-- TRY IT --
Among the entries that follow, the required portion opens with the line containing "cairo_font_options_t *options = cairo_font_options_create();" and closes with the line containing "cairo_set_miter_limit(c, 4);". Give that portion again exactly, and nothing else.

-- MATERIAL FOR THIS EXERCISE --

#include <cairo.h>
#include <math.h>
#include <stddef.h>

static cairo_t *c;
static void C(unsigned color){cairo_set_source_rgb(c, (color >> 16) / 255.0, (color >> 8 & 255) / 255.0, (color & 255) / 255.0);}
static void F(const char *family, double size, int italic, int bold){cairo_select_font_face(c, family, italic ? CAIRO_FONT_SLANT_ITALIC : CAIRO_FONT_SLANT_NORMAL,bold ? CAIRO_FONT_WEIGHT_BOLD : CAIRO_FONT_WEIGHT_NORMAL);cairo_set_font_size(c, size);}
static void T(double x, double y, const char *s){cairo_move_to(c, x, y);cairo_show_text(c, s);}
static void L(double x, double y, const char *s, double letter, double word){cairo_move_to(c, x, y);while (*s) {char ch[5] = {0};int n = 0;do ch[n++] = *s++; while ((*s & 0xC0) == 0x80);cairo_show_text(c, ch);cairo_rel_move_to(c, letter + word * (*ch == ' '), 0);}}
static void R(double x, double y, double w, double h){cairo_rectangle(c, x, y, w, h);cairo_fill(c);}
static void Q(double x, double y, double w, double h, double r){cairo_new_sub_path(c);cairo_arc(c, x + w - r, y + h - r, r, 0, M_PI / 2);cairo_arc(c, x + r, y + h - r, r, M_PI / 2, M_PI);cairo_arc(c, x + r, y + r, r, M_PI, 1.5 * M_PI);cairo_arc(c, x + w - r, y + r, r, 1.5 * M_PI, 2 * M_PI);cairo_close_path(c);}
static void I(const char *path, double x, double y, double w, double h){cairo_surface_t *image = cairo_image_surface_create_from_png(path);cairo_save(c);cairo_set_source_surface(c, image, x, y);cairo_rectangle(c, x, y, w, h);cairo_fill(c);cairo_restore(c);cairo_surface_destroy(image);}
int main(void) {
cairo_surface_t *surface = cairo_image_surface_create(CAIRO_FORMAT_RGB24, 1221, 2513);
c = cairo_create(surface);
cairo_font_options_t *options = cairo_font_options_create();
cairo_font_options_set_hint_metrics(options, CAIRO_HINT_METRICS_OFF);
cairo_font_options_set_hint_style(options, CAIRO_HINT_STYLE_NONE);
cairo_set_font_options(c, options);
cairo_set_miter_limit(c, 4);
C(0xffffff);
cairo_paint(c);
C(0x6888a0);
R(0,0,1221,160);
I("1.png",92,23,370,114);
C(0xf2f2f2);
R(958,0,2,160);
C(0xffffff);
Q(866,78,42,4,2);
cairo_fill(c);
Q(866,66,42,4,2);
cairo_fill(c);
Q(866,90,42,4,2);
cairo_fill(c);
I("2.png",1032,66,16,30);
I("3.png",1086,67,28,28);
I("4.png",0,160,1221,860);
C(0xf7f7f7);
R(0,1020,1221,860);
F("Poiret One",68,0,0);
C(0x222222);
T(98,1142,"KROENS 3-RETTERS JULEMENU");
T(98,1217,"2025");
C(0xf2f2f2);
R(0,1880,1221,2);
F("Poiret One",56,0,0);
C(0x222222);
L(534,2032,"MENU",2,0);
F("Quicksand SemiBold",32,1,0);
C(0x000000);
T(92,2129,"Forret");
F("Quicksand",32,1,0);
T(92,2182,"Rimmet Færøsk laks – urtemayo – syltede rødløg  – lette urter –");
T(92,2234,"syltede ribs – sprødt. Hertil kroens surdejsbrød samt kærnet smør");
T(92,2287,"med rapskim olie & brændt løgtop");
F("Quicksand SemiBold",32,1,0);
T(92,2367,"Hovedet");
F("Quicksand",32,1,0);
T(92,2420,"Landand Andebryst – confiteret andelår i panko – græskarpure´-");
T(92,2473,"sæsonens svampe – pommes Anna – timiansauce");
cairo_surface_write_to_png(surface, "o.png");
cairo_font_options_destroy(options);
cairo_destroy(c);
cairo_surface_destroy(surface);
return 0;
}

-- TASK RESULT --
cairo_font_options_t *options = cairo_font_options_create();
cairo_font_options_set_hint_metrics(options, CAIRO_HINT_METRICS_OFF);
cairo_font_options_set_hint_style(options, CAIRO_HINT_STYLE_NONE);
cairo_set_font_options(c, options);
cairo_set_miter_limit(c, 4);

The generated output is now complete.